Work order:
Compute how many lines in the data below hold the word "image", then report that number with nothing else.

(Stored data)
-*-

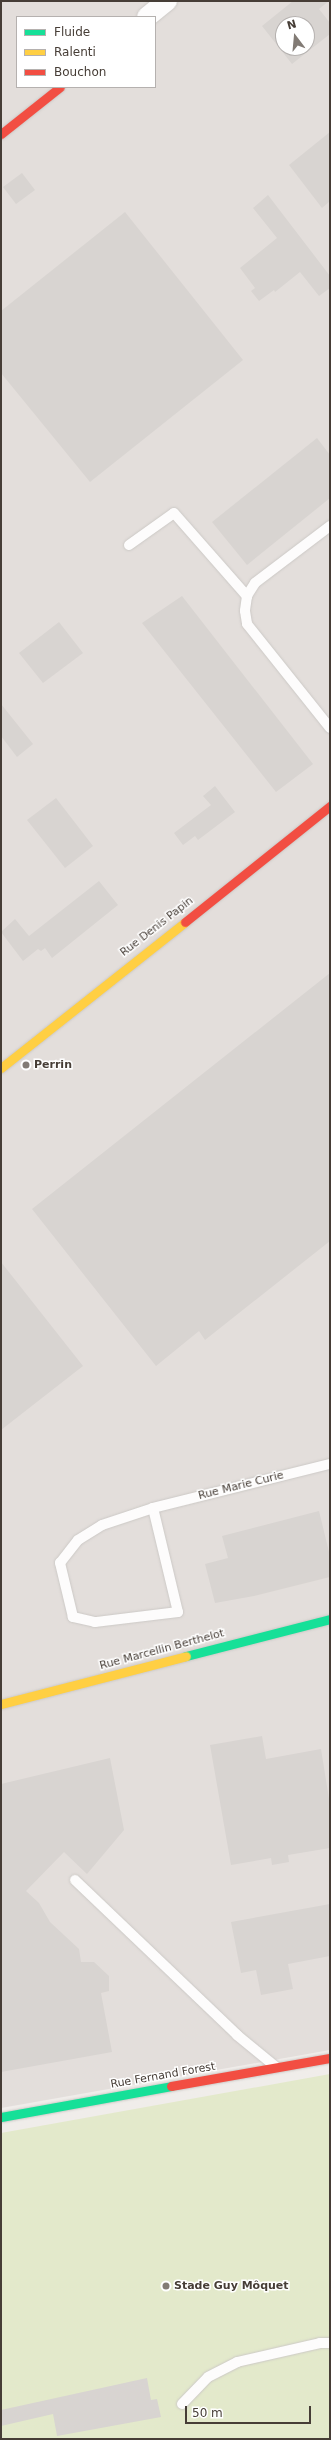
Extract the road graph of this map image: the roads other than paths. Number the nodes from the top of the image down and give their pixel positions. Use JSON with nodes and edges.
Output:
{"nodes":[{"id":1,"x":167,"y":1,"type":"edge"},
{"id":2,"x":148,"y":16,"type":"edge"},
{"id":3,"x":59,"y":88,"type":"edge"},
{"id":4,"x":1,"y":134,"type":"edge"},
{"id":5,"x":330,"y":526,"type":"edge"},
{"id":6,"x":129,"y":545,"type":"dead end"},
{"id":7,"x":247,"y":596,"type":"junction"},
{"id":8,"x":330,"y":728,"type":"edge"},
{"id":9,"x":330,"y":806,"type":"edge"},
{"id":10,"x":1,"y":1068,"type":"edge"},
{"id":11,"x":330,"y":1464,"type":"edge"},
{"id":12,"x":153,"y":1508,"type":"junction"},
{"id":13,"x":330,"y":1619,"type":"edge"},
{"id":14,"x":1,"y":1704,"type":"edge"},
{"id":15,"x":75,"y":1880,"type":"dead end"},
{"id":16,"x":330,"y":2058,"type":"edge"},
{"id":17,"x":277,"y":2068,"type":"junction"},
{"id":18,"x":1,"y":2117,"type":"edge"},
{"id":19,"x":330,"y":2343,"type":"edge"},
{"id":20,"x":182,"y":2404,"type":"dead end"}],
"edges":[{"from":1,"to":2,"type":"street"},
{"from":3,"to":4,"type":"street"},
{"from":5,"to":7,"type":"lane"},
{"from":6,"to":7,"type":"lane"},
{"from":7,"to":8,"type":"lane"},
{"from":9,"to":10,"type":"street","name":"Rue Denis Papin"},
{"from":11,"to":12,"type":"lane","name":"Rue Marie Curie"},
{"from":12,"to":12,"type":"lane","name":"Rue Marie Curie"},
{"from":13,"to":14,"type":"street","name":"Rue Marcellin Berthelot"},
{"from":15,"to":17,"type":"lane"},
{"from":16,"to":17,"type":"street","name":"Rue Fernand Forest"},
{"from":17,"to":18,"type":"street","name":"Rue Fernand Forest"},
{"from":19,"to":20,"type":"lane"}]}
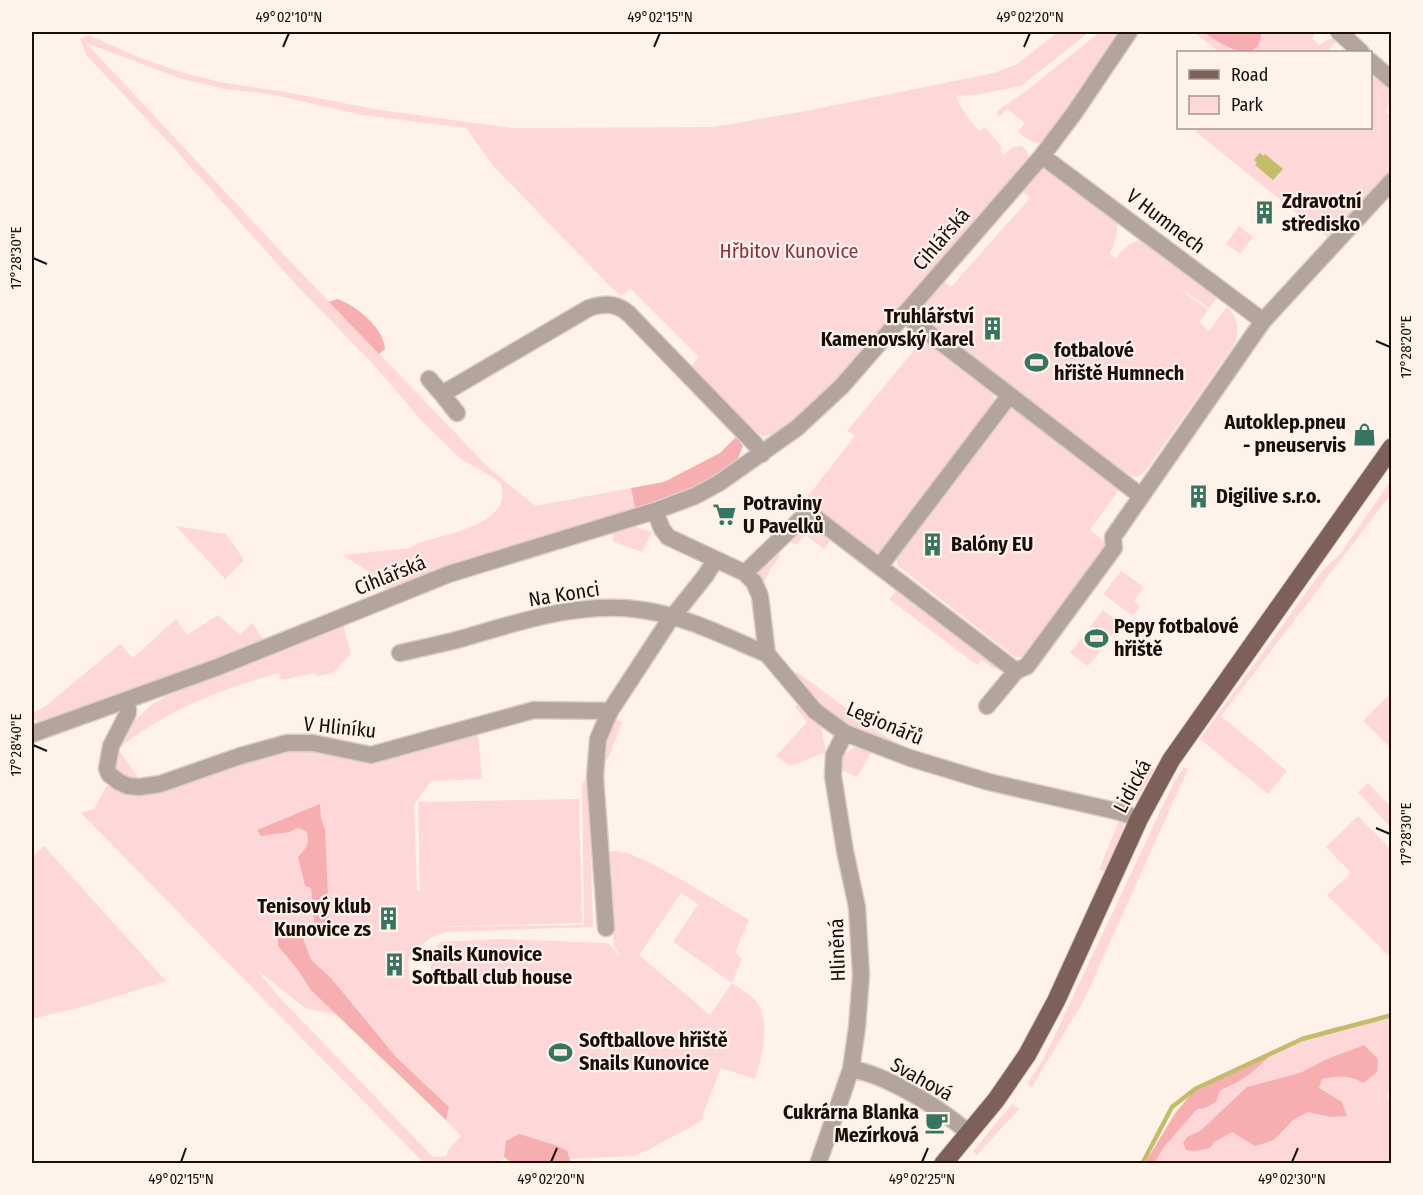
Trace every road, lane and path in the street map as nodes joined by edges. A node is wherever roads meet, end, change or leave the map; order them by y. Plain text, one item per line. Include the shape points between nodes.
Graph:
1 (1129, 32) edge
2 (1339, 32) edge
3 (1360, 51) edge
4 (1372, 62) edge
5 (1392, 80) edge
6 (1042, 156) junction
7 (1392, 181) edge
8 (904, 314) junction
9 (1263, 321) junction
10 (429, 379) dead end
11 (442, 394) junction
12 (1009, 396) junction
13 (457, 413) dead end
14 (1392, 447) edge
15 (762, 454) junction
16 (1141, 496) junction
17 (655, 511) junction
18 (715, 560) junction
19 (880, 566) junction
20 (745, 573) junction
21 (673, 616) junction
22 (400, 653) dead end
23 (767, 654) junction
24 (1016, 671) junction
25 (128, 700) junction
26 (987, 706) dead end
27 (610, 711) junction
28 (845, 733) junction
29 (32, 734) edge
30 (1139, 819) junction
31 (606, 928) dead end
32 (851, 1069) junction
33 (969, 1133) junction
34 (818, 1164) edge
35 (943, 1164) edge

1 - 6 street, Cihlářská
2 - 3 street
4 - 5 street
6 - 8 street, Cihlářská
6 - 9 street, V Humnech
7 - 9 street
8 - 12 street
8 - 15 street, Cihlářská via 823,405
9 - 16 street
10 - 11 street
11 - 13 street
11 - 15 street via 584,311 614,305 629,314
12 - 16 street
12 - 19 street
14 - 30 main road, Lidická via 1184,740
15 - 17 street, Cihlářská via 713,487
16 - 24 street via 1113,537 1114,549 1027,666
17 - 18 street via 668,537
17 - 25 street, Cihlářská via 449,574
18 - 20 street
18 - 21 street
19 - 20 street via 810,514
19 - 24 street
20 - 23 street via 760,596
21 - 22 street, Na Konci via 627,608 583,608
21 - 23 street, Na Konci
21 - 27 street
23 - 28 street, Legionářů via 815,711
24 - 26 street
25 - 27 street, V Hliníku via 129,713 108,755 108,772 129,786 149,787 286,743 313,743 371,756 534,710
25 - 29 street, Cihlářská
27 - 31 street via 598,739 594,768
28 - 30 street, Legionářů via 989,782
28 - 32 street, Hliněná via 833,762 835,797 856,899 860,946
30 - 33 main road, Lidická via 1044,1024 1009,1083
32 - 33 street, Svahová via 902,1089
32 - 34 street, Hliněná
33 - 35 main road, Lidická

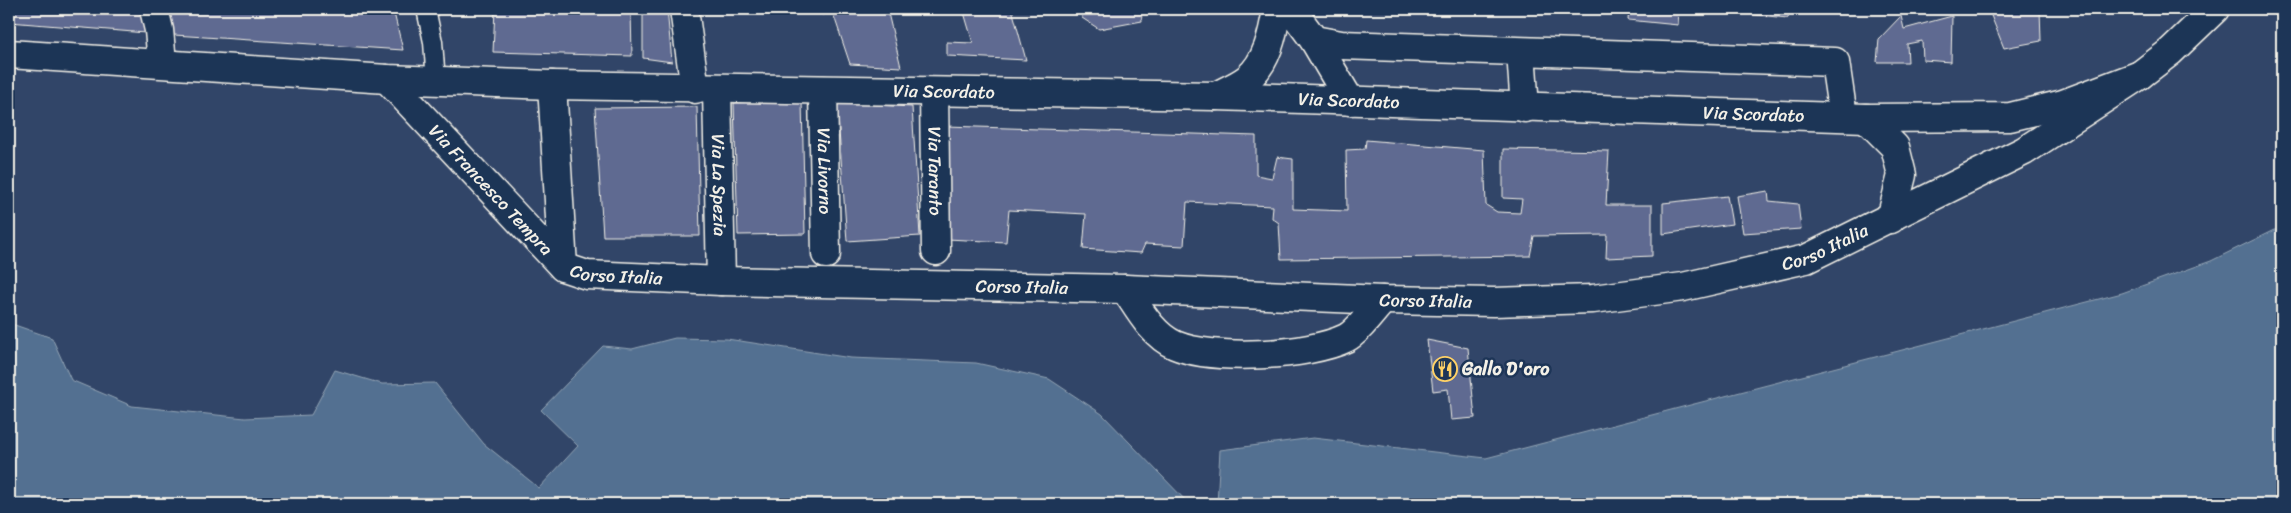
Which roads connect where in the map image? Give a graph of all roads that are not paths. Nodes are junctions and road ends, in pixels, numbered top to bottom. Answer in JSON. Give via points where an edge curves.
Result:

-*-

Your solution:
2